**** SOURCE DATA ****

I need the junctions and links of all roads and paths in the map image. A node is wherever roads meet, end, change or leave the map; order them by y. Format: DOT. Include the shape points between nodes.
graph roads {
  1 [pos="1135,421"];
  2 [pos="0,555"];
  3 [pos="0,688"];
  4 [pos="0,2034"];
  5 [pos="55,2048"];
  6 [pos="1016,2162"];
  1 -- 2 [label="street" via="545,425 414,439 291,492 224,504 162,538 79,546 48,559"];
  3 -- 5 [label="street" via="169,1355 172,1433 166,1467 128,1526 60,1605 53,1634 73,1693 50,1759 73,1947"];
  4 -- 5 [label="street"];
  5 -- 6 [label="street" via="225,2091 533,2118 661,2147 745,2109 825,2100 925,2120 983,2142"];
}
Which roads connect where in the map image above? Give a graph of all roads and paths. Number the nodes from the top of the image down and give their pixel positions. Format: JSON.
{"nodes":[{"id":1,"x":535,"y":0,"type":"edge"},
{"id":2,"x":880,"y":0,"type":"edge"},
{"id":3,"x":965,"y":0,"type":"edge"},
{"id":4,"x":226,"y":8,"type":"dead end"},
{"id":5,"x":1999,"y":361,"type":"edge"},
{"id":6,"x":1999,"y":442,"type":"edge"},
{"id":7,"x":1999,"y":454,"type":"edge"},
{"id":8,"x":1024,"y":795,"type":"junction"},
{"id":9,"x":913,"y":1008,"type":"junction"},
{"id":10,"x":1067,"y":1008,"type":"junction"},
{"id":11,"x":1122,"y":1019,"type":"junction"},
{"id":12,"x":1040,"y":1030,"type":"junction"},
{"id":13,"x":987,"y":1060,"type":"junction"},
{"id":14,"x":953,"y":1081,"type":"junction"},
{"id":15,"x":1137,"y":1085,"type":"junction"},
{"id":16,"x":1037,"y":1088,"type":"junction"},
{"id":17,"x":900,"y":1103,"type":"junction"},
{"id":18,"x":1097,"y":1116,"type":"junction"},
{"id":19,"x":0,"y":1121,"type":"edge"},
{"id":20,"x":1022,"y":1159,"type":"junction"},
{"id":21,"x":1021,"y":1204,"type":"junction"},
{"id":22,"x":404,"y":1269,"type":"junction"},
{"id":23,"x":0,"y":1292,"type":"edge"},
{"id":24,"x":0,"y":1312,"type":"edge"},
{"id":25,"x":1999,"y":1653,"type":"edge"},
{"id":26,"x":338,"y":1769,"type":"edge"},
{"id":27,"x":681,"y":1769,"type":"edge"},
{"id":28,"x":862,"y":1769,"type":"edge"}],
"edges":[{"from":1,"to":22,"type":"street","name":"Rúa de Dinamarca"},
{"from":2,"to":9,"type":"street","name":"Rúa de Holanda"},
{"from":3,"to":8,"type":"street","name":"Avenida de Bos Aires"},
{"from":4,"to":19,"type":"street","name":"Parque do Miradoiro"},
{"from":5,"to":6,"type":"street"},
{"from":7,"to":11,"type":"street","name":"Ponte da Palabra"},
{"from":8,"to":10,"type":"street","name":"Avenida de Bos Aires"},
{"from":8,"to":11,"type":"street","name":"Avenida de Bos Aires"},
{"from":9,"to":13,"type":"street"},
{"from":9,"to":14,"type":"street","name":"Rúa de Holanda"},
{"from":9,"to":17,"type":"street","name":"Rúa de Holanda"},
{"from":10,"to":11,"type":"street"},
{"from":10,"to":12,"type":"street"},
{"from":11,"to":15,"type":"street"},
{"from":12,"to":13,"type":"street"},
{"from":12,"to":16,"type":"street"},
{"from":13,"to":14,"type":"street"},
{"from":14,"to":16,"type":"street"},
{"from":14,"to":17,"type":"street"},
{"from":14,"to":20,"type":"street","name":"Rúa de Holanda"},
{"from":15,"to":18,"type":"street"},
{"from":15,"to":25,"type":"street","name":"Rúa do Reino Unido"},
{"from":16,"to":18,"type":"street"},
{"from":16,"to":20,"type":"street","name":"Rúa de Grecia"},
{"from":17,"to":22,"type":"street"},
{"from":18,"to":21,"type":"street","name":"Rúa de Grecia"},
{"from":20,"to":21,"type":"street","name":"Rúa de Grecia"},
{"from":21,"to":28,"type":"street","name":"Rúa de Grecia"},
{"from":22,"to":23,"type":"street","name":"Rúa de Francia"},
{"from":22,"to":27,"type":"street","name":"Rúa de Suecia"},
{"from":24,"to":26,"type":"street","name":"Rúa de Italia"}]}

****

# [WORK TASK]
Restate the data above word for word, omitting nothing.

# [RESPONSE TO THE TASK]
I need the junctions and links of all roads and paths in the map image. A node is wherever roads meet, end, change or leave the map; order them by y. Format: DOT. Include the shape points between nodes.
graph roads {
  1 [pos="1135,421"];
  2 [pos="0,555"];
  3 [pos="0,688"];
  4 [pos="0,2034"];
  5 [pos="55,2048"];
  6 [pos="1016,2162"];
  1 -- 2 [label="street" via="545,425 414,439 291,492 224,504 162,538 79,546 48,559"];
  3 -- 5 [label="street" via="169,1355 172,1433 166,1467 128,1526 60,1605 53,1634 73,1693 50,1759 73,1947"];
  4 -- 5 [label="street"];
  5 -- 6 [label="street" via="225,2091 533,2118 661,2147 745,2109 825,2100 925,2120 983,2142"];
}
Which roads connect where in the map image above? Give a graph of all roads and paths. Number the nodes from the top of the image down and give their pixel positions. Format: JSON.
{"nodes":[{"id":1,"x":535,"y":0,"type":"edge"},
{"id":2,"x":880,"y":0,"type":"edge"},
{"id":3,"x":965,"y":0,"type":"edge"},
{"id":4,"x":226,"y":8,"type":"dead end"},
{"id":5,"x":1999,"y":361,"type":"edge"},
{"id":6,"x":1999,"y":442,"type":"edge"},
{"id":7,"x":1999,"y":454,"type":"edge"},
{"id":8,"x":1024,"y":795,"type":"junction"},
{"id":9,"x":913,"y":1008,"type":"junction"},
{"id":10,"x":1067,"y":1008,"type":"junction"},
{"id":11,"x":1122,"y":1019,"type":"junction"},
{"id":12,"x":1040,"y":1030,"type":"junction"},
{"id":13,"x":987,"y":1060,"type":"junction"},
{"id":14,"x":953,"y":1081,"type":"junction"},
{"id":15,"x":1137,"y":1085,"type":"junction"},
{"id":16,"x":1037,"y":1088,"type":"junction"},
{"id":17,"x":900,"y":1103,"type":"junction"},
{"id":18,"x":1097,"y":1116,"type":"junction"},
{"id":19,"x":0,"y":1121,"type":"edge"},
{"id":20,"x":1022,"y":1159,"type":"junction"},
{"id":21,"x":1021,"y":1204,"type":"junction"},
{"id":22,"x":404,"y":1269,"type":"junction"},
{"id":23,"x":0,"y":1292,"type":"edge"},
{"id":24,"x":0,"y":1312,"type":"edge"},
{"id":25,"x":1999,"y":1653,"type":"edge"},
{"id":26,"x":338,"y":1769,"type":"edge"},
{"id":27,"x":681,"y":1769,"type":"edge"},
{"id":28,"x":862,"y":1769,"type":"edge"}],
"edges":[{"from":1,"to":22,"type":"street","name":"Rúa de Dinamarca"},
{"from":2,"to":9,"type":"street","name":"Rúa de Holanda"},
{"from":3,"to":8,"type":"street","name":"Avenida de Bos Aires"},
{"from":4,"to":19,"type":"street","name":"Parque do Miradoiro"},
{"from":5,"to":6,"type":"street"},
{"from":7,"to":11,"type":"street","name":"Ponte da Palabra"},
{"from":8,"to":10,"type":"street","name":"Avenida de Bos Aires"},
{"from":8,"to":11,"type":"street","name":"Avenida de Bos Aires"},
{"from":9,"to":13,"type":"street"},
{"from":9,"to":14,"type":"street","name":"Rúa de Holanda"},
{"from":9,"to":17,"type":"street","name":"Rúa de Holanda"},
{"from":10,"to":11,"type":"street"},
{"from":10,"to":12,"type":"street"},
{"from":11,"to":15,"type":"street"},
{"from":12,"to":13,"type":"street"},
{"from":12,"to":16,"type":"street"},
{"from":13,"to":14,"type":"street"},
{"from":14,"to":16,"type":"street"},
{"from":14,"to":17,"type":"street"},
{"from":14,"to":20,"type":"street","name":"Rúa de Holanda"},
{"from":15,"to":18,"type":"street"},
{"from":15,"to":25,"type":"street","name":"Rúa do Reino Unido"},
{"from":16,"to":18,"type":"street"},
{"from":16,"to":20,"type":"street","name":"Rúa de Grecia"},
{"from":17,"to":22,"type":"street"},
{"from":18,"to":21,"type":"street","name":"Rúa de Grecia"},
{"from":20,"to":21,"type":"street","name":"Rúa de Grecia"},
{"from":21,"to":28,"type":"street","name":"Rúa de Grecia"},
{"from":22,"to":23,"type":"street","name":"Rúa de Francia"},
{"from":22,"to":27,"type":"street","name":"Rúa de Suecia"},
{"from":24,"to":26,"type":"street","name":"Rúa de Italia"}]}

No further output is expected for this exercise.